同様に、半世紀前は「男は仕事、女は家事育児」が基本形で、多くの人、特に男性は悩む必要もなかった「結婚生活」も、今は「専業主婦(夫)か、パートやアルバイトで働くか、正規雇用で働くか」など、多様な選択肢が考えられます。

それはつまり、夫と妻で、両親と義理の両親で、親戚や友人とで、それぞれ思い描く「結婚後の生活」に大きな齟齬が生じやすく、トラブルや諍(いさか)いも生まれやすくなったと言えるのです。

夫の側は「妻は結婚したら家庭に入り専業主婦になるのが当然」と思っているのに、妻は「女性も一人前に働くのが当然」と考えているかもしれません(最近は、逆のケースが増えているようですが)。

夫の両親は「嫁が介護をするのが当然」と思っているが、妻の両親は、「老後は介護施設が妥当」と思っているかもしれないのです。

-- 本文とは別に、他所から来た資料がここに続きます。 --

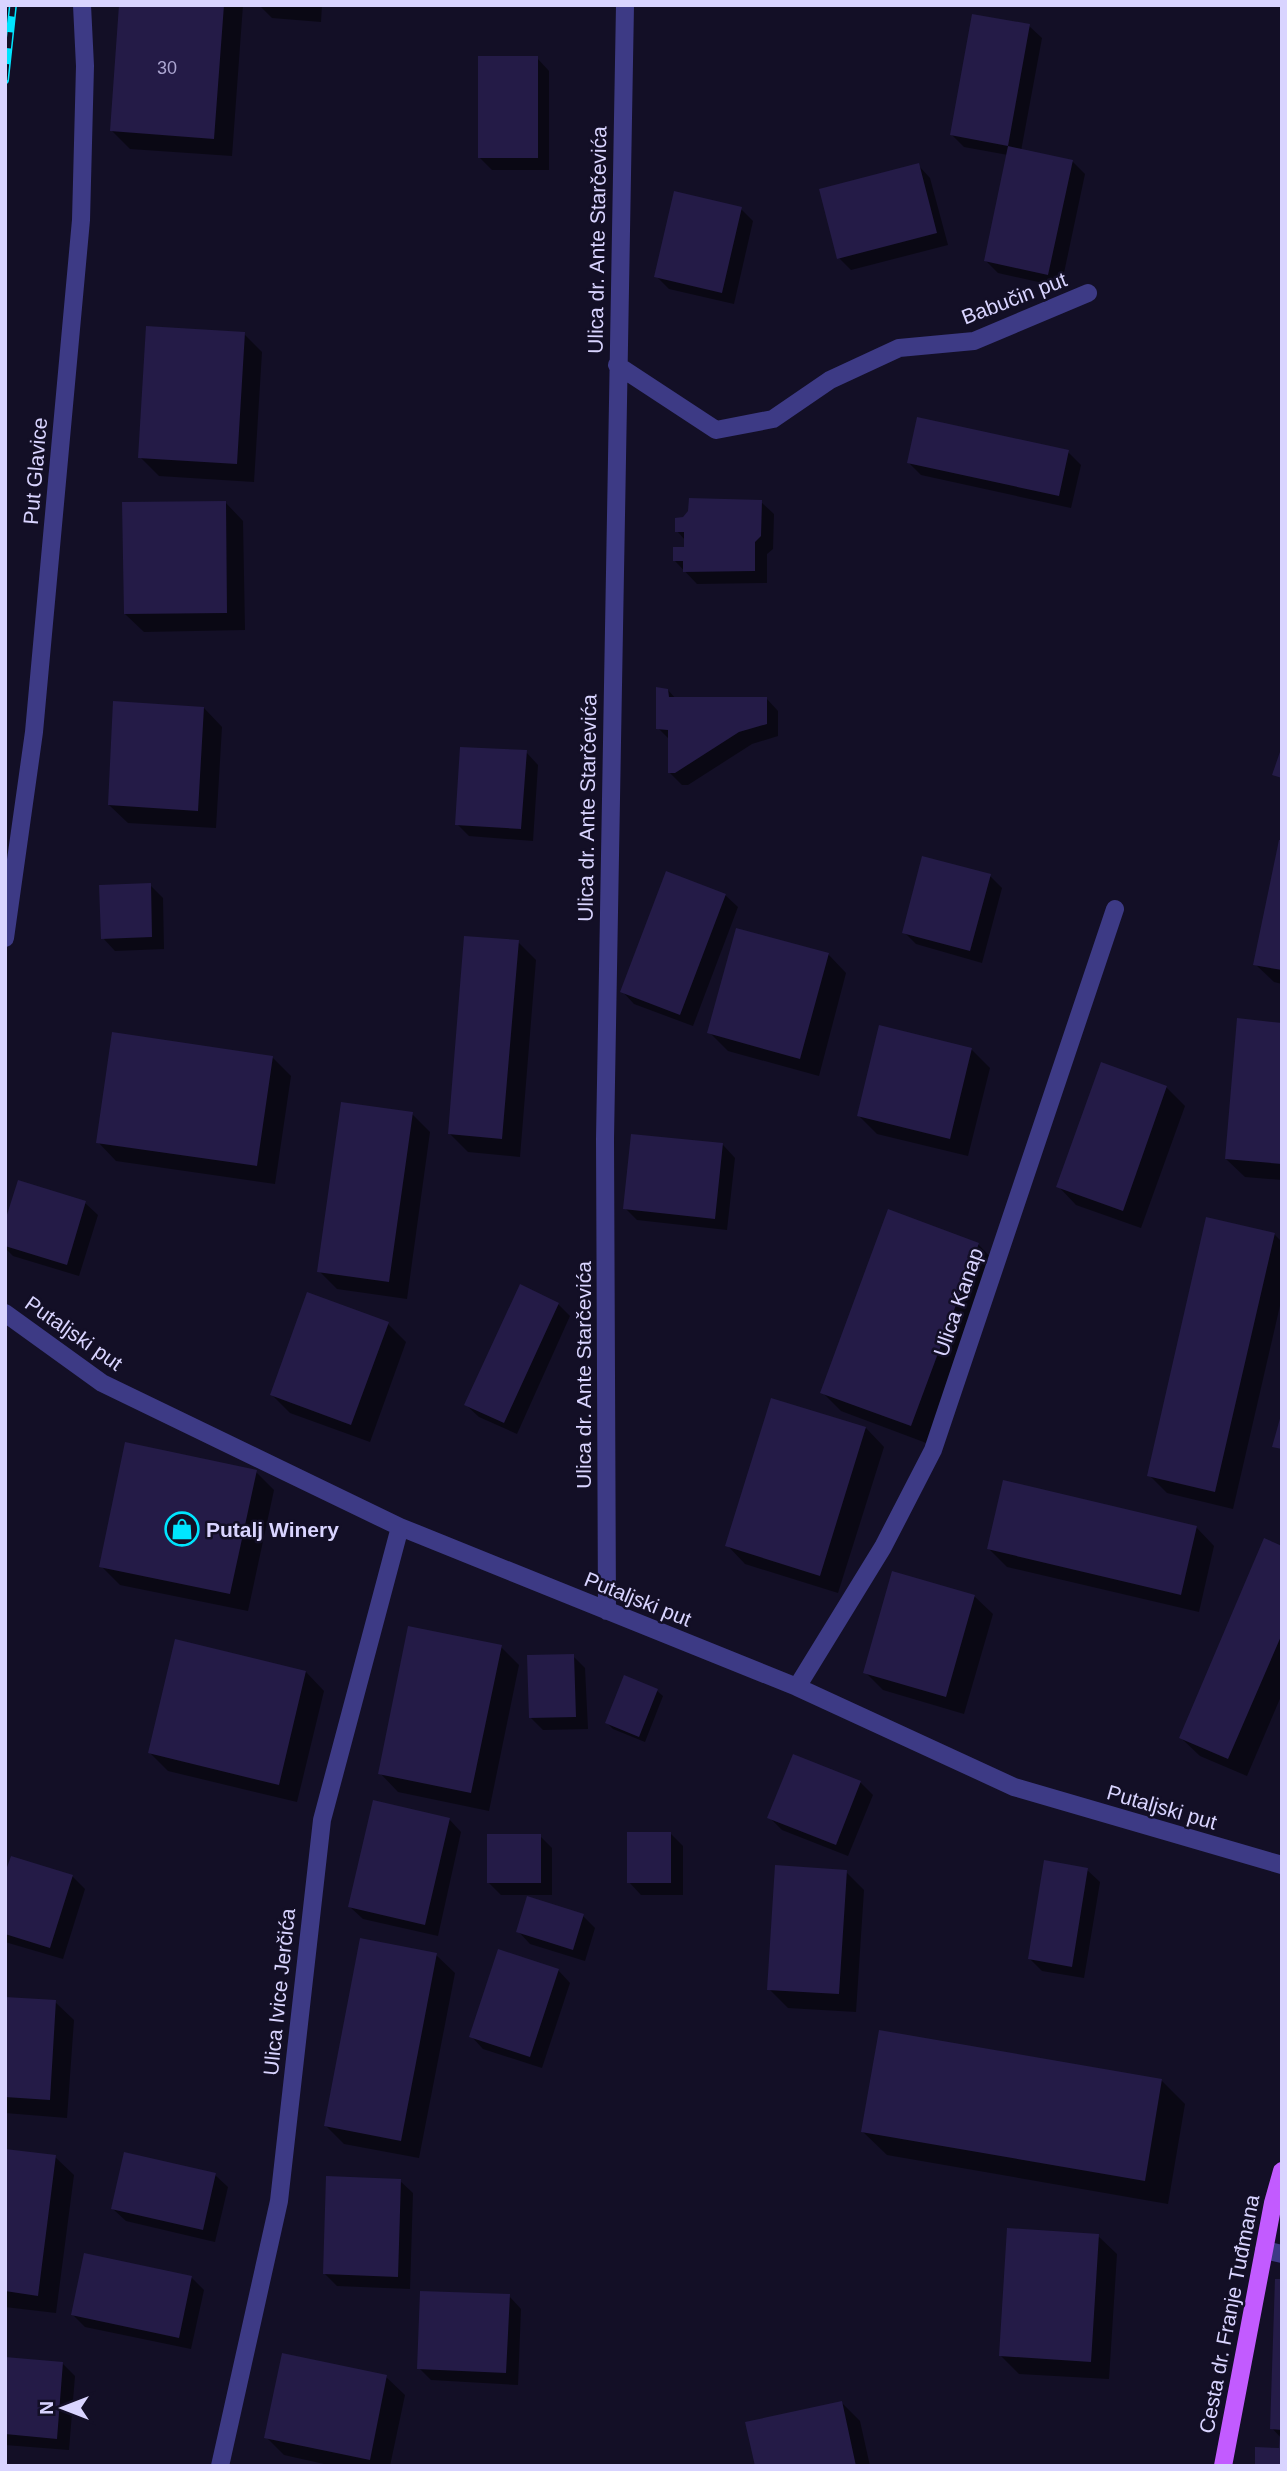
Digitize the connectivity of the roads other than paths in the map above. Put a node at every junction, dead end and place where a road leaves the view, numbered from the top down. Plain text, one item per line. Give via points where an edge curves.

「正解」が一つではなくなった時代、人々は常に「取捨選択」を迫られ、「周囲とのすり合わせ」や「自分の納得感」に対して、努力が求められるようになりました。 そうした現代に生まれ育った世代を、私は「個人化ネイティブ世代」と名付けています。

揺らぐ「結婚」の定義

「結婚(生活)」が多様化してきた背景には、インターネット社会の発展もあります。

かつてなら、同性愛の人が恋愛相手を探すのは相当な手間暇がかかったものです。ある特定の人々が集う場や環境に行かなければ、恋愛対象者も見つけられません。

それは「友情結婚」や「卒婚」なども同じです。そうした情報が外から入手可能になったからこそ、名前が付き、人々が選択できる(選択しなければいけない)ようになってきたのです。

これまでの社会では、人は自分の生きている半径数百メートルの関係性から、「結婚」「家庭」「子育て」に関する情報の多くを取得し、その価値観に大きな影響を受けてきました。